# Prompt:
Please give the records below again in full, exactly, with the images left out.

>>>

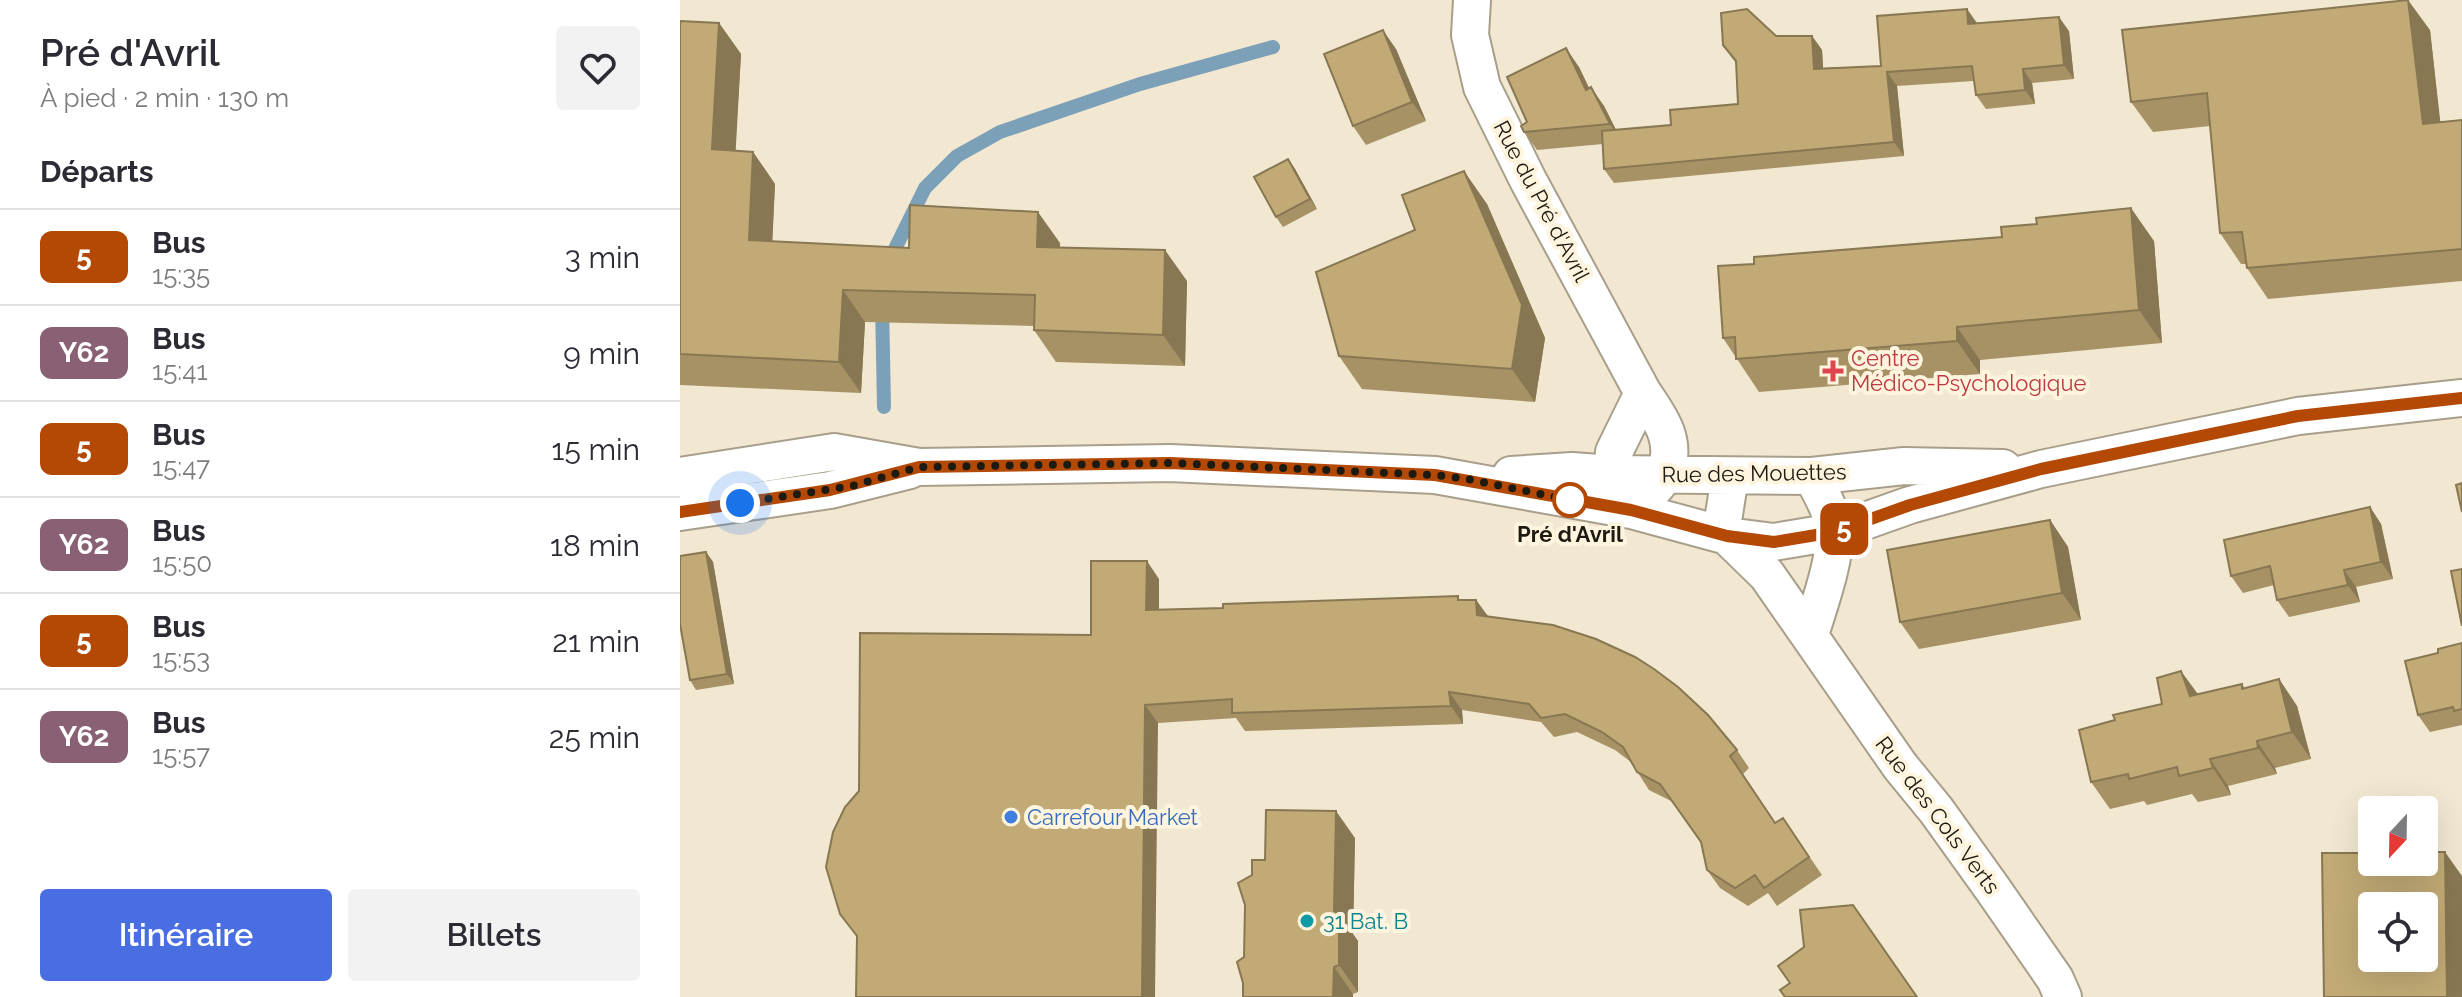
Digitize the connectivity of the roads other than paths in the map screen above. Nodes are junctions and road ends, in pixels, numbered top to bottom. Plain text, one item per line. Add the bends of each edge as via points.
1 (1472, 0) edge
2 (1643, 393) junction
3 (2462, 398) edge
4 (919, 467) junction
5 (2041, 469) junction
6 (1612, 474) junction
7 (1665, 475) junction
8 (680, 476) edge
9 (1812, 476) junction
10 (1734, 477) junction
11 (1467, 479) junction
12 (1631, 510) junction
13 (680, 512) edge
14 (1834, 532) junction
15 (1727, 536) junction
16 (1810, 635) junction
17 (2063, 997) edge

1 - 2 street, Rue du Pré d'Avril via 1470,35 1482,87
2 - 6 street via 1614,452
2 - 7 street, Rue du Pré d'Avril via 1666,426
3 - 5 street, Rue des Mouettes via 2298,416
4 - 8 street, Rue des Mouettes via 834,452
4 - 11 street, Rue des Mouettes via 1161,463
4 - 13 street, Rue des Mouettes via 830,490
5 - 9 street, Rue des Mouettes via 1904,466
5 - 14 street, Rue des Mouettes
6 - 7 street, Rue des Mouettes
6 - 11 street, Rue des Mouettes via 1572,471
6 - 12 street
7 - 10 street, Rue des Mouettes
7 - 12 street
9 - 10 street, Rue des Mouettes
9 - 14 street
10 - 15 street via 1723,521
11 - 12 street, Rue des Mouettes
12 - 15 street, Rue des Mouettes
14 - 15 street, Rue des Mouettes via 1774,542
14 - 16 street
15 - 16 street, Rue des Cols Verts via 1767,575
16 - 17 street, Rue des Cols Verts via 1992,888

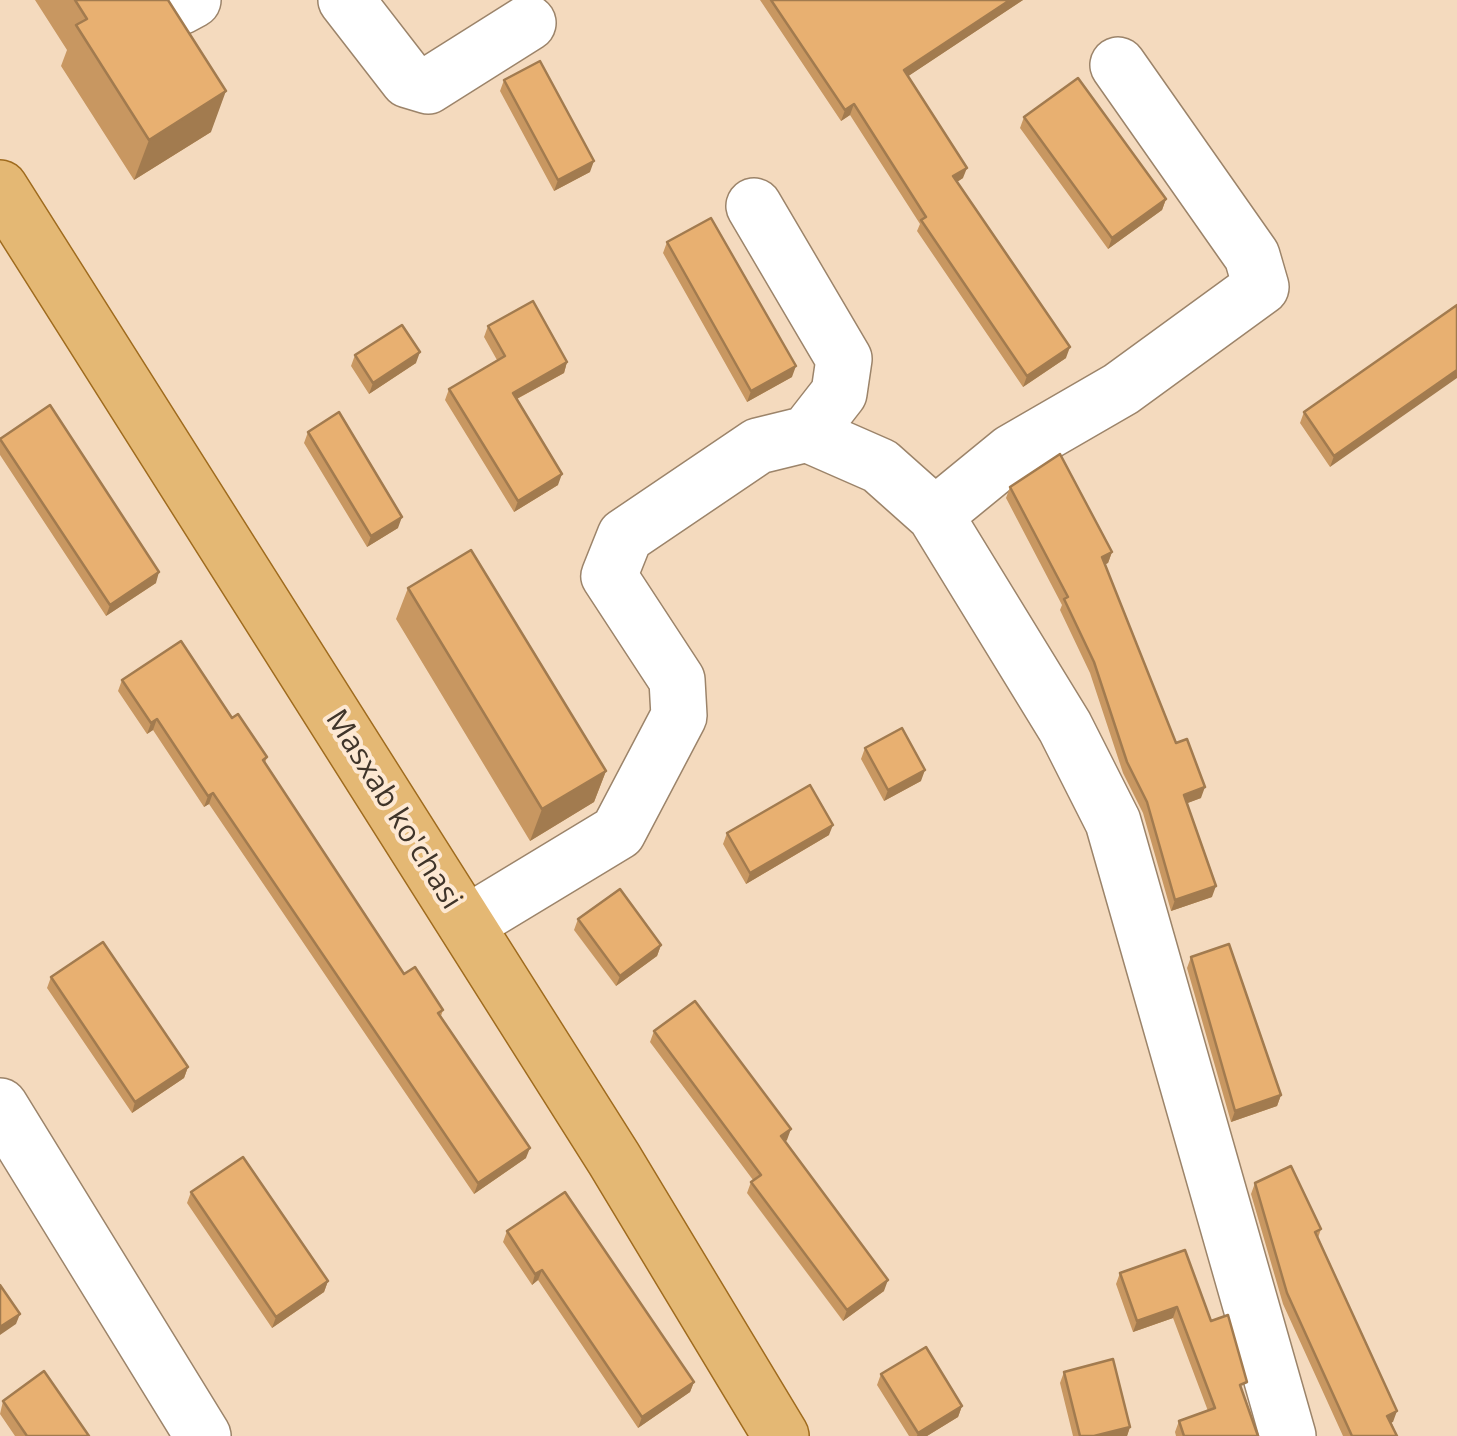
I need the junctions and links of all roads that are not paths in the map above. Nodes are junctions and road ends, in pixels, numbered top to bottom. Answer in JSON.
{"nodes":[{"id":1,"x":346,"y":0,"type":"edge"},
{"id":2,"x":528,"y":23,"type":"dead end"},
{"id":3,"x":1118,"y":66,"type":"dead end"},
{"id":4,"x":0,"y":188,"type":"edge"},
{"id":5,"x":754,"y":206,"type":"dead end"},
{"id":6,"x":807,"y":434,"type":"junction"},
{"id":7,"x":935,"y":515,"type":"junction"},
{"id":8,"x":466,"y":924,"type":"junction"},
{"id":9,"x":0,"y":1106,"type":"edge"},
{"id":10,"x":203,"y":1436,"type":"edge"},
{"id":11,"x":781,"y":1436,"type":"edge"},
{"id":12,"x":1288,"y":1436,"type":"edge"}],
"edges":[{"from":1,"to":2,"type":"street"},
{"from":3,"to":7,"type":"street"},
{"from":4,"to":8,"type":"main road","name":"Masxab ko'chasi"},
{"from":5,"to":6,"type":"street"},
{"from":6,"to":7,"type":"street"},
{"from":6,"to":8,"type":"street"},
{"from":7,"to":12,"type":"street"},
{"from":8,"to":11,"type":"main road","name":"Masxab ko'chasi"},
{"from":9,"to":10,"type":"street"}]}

<<<

# Written solution:
Digitize the connectivity of the roads other than paths in the map screen above. Nodes are junctions and road ends, in pixels, numbered top to bottom. Plain text, one item per line. Add the bends of each edge as via points.
1 (1472, 0) edge
2 (1643, 393) junction
3 (2462, 398) edge
4 (919, 467) junction
5 (2041, 469) junction
6 (1612, 474) junction
7 (1665, 475) junction
8 (680, 476) edge
9 (1812, 476) junction
10 (1734, 477) junction
11 (1467, 479) junction
12 (1631, 510) junction
13 (680, 512) edge
14 (1834, 532) junction
15 (1727, 536) junction
16 (1810, 635) junction
17 (2063, 997) edge

1 - 2 street, Rue du Pré d'Avril via 1470,35 1482,87
2 - 6 street via 1614,452
2 - 7 street, Rue du Pré d'Avril via 1666,426
3 - 5 street, Rue des Mouettes via 2298,416
4 - 8 street, Rue des Mouettes via 834,452
4 - 11 street, Rue des Mouettes via 1161,463
4 - 13 street, Rue des Mouettes via 830,490
5 - 9 street, Rue des Mouettes via 1904,466
5 - 14 street, Rue des Mouettes
6 - 7 street, Rue des Mouettes
6 - 11 street, Rue des Mouettes via 1572,471
6 - 12 street
7 - 10 street, Rue des Mouettes
7 - 12 street
9 - 10 street, Rue des Mouettes
9 - 14 street
10 - 15 street via 1723,521
11 - 12 street, Rue des Mouettes
12 - 15 street, Rue des Mouettes
14 - 15 street, Rue des Mouettes via 1774,542
14 - 16 street
15 - 16 street, Rue des Cols Verts via 1767,575
16 - 17 street, Rue des Cols Verts via 1992,888

I need the junctions and links of all roads that are not paths in the map above. Nodes are junctions and road ends, in pixels, numbered top to bottom. Answer in JSON.
{"nodes":[{"id":1,"x":346,"y":0,"type":"edge"},
{"id":2,"x":528,"y":23,"type":"dead end"},
{"id":3,"x":1118,"y":66,"type":"dead end"},
{"id":4,"x":0,"y":188,"type":"edge"},
{"id":5,"x":754,"y":206,"type":"dead end"},
{"id":6,"x":807,"y":434,"type":"junction"},
{"id":7,"x":935,"y":515,"type":"junction"},
{"id":8,"x":466,"y":924,"type":"junction"},
{"id":9,"x":0,"y":1106,"type":"edge"},
{"id":10,"x":203,"y":1436,"type":"edge"},
{"id":11,"x":781,"y":1436,"type":"edge"},
{"id":12,"x":1288,"y":1436,"type":"edge"}],
"edges":[{"from":1,"to":2,"type":"street"},
{"from":3,"to":7,"type":"street"},
{"from":4,"to":8,"type":"main road","name":"Masxab ko'chasi"},
{"from":5,"to":6,"type":"street"},
{"from":6,"to":7,"type":"street"},
{"from":6,"to":8,"type":"street"},
{"from":7,"to":12,"type":"street"},
{"from":8,"to":11,"type":"main road","name":"Masxab ko'chasi"},
{"from":9,"to":10,"type":"street"}]}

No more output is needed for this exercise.